On November 10, 1969, “Sesame Street,” a pioneering TV show that would teach generations of young children the alphabet and how to count, makes its broadcast debut. “Sesame Street,” with its memorable theme song (“Can you tell me how to get/How to get to Sesame Street”), went on to become the most widely viewed children’s program in the world. It has aired in more than 120 countries.

The show was the brainchild of Joan Ganz Cooney, a former documentary producer for public television. Cooney’s goal was to create programming for preschoolers that was both entertaining and educational. She also wanted to use TV as a way to help underprivileged 3- to 5- year-olds prepare for kindergarten. “Sesame Street” was set in a fictional New York neighborhood and included ethnically diverse characters and positive social messages.

Taking a cue from “Rowan and Martin’s Laugh-In,” a popular 1960s variety show, “Sesame Street” was built around short, often funny segments featuring puppets, animation and live actors.
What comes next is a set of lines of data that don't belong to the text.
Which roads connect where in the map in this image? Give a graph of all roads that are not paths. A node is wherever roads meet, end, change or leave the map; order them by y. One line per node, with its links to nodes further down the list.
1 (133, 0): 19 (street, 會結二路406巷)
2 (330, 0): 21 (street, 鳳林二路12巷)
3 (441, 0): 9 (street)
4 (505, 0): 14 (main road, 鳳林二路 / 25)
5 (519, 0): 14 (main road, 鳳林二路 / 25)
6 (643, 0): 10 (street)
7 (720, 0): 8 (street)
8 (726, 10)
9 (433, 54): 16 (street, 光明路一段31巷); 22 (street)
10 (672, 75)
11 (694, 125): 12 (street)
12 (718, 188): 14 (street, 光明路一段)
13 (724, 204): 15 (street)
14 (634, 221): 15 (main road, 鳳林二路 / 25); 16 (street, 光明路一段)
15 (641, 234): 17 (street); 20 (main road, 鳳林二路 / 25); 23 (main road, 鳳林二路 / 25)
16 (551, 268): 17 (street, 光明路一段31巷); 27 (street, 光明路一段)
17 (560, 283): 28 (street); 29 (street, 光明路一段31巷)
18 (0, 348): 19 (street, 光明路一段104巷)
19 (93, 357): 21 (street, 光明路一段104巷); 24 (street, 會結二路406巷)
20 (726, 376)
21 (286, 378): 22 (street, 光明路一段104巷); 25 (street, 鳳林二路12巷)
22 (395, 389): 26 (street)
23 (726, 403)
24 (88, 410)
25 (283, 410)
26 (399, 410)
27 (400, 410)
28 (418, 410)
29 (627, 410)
This format was hugely successful, although over the years some critics have blamed the show and its use of brief segments for shrinking children’s attention spans.

From the show’s inception, one of its most-loved aspects has been a family of puppets known as Muppets. Joan Ganz Cooney hired puppeteer Jim Henson (1936-1990) to create a cast of characters that became Sesame Street institutions, including Bert and Ernie, Cookie Monster, Oscar the Grouch, Grover and Big Bird.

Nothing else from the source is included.